• WORK ITEM
Beneath this line are the data; copy exactly the part of them that opens with the line containing "index tip: (182, 247)" and closes with the line containing "pinky tip: (295, 392)", and only that part.

Named joint coordinates
::::::

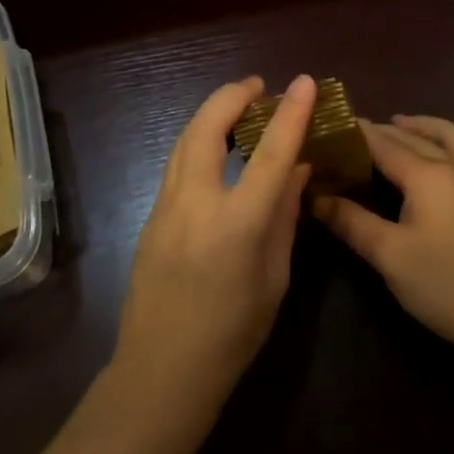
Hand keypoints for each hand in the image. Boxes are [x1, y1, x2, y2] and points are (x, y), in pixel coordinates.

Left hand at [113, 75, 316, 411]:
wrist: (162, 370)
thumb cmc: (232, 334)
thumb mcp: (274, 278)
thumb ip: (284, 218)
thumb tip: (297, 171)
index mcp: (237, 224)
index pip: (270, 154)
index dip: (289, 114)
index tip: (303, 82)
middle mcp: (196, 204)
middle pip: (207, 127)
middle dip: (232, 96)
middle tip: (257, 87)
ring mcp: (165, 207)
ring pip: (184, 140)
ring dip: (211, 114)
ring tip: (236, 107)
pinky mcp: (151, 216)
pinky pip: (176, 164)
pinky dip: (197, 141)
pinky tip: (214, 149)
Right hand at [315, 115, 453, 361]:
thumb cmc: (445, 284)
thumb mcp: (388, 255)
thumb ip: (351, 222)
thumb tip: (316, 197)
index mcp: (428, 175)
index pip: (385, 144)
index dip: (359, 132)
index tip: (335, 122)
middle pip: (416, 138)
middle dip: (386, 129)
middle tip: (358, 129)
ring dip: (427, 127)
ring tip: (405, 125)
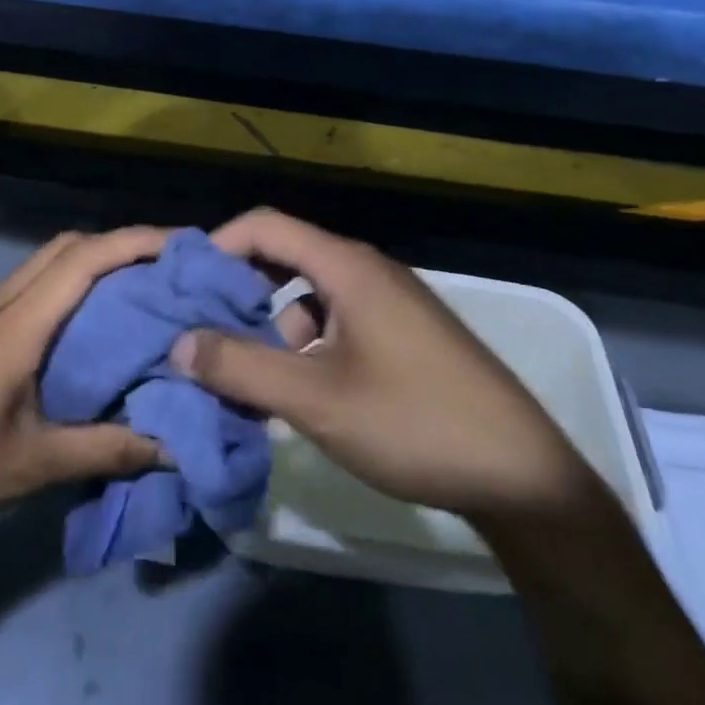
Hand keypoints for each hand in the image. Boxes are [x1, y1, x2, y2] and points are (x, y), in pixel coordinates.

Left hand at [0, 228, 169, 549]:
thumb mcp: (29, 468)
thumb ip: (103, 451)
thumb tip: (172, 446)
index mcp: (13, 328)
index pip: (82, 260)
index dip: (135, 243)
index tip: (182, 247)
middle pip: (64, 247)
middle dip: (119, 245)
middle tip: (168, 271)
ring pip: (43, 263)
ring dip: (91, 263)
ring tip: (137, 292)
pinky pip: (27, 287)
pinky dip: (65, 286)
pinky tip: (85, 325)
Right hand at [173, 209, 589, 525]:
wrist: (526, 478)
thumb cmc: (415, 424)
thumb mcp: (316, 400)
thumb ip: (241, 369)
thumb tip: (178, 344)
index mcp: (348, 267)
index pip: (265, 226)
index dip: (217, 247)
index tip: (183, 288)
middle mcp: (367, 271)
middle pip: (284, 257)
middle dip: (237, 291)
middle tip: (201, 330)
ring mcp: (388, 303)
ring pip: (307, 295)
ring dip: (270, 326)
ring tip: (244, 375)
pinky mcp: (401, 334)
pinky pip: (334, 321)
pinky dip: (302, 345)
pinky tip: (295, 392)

::::::

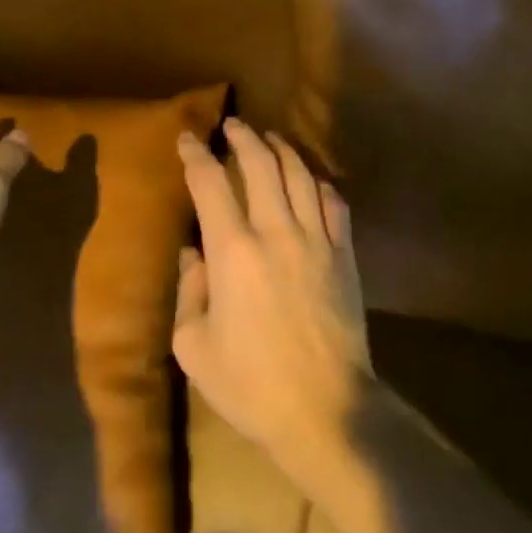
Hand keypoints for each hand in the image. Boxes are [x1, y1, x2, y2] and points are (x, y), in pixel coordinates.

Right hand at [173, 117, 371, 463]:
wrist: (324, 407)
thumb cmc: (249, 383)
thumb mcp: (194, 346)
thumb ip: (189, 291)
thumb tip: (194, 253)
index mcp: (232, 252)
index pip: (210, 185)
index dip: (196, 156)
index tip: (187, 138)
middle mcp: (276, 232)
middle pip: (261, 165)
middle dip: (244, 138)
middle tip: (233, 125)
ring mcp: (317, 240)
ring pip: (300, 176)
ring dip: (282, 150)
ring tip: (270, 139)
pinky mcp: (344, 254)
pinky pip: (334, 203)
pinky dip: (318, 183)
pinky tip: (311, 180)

::::::

• PROBLEM SOLUTION
index tip: (182, 247)
middle pip: (64, 247)
middle dip: (119, 245)
middle tip: (168, 271)
ring pip: (43, 263)
ring dip: (91, 263)
ring tip: (137, 292)
pinky pip: (27, 287)
pinky dip: (65, 286)
pinky tip: (85, 325)
Right hand at [173, 209, 589, 525]:
wrist: (526, 478)
thumb cmc: (415, 424)
thumb mcp: (316, 400)
thumb ip: (241, 369)
thumb tip: (178, 344)
index mcp: (348, 267)
index pip: (265, 226)
index dip: (217, 247)
index tip: (183, 288)
middle mcp: (367, 271)
middle pip: (284, 257)
middle dip: (237, 291)
middle tip: (201, 330)
ring mcp: (388, 303)
ring pip: (307, 295)
ring dip: (270, 326)
ring tip: (244, 375)
pinky mcp: (401, 334)
pinky pip: (334, 321)
pinky dip: (302, 345)
pinky tip: (295, 392)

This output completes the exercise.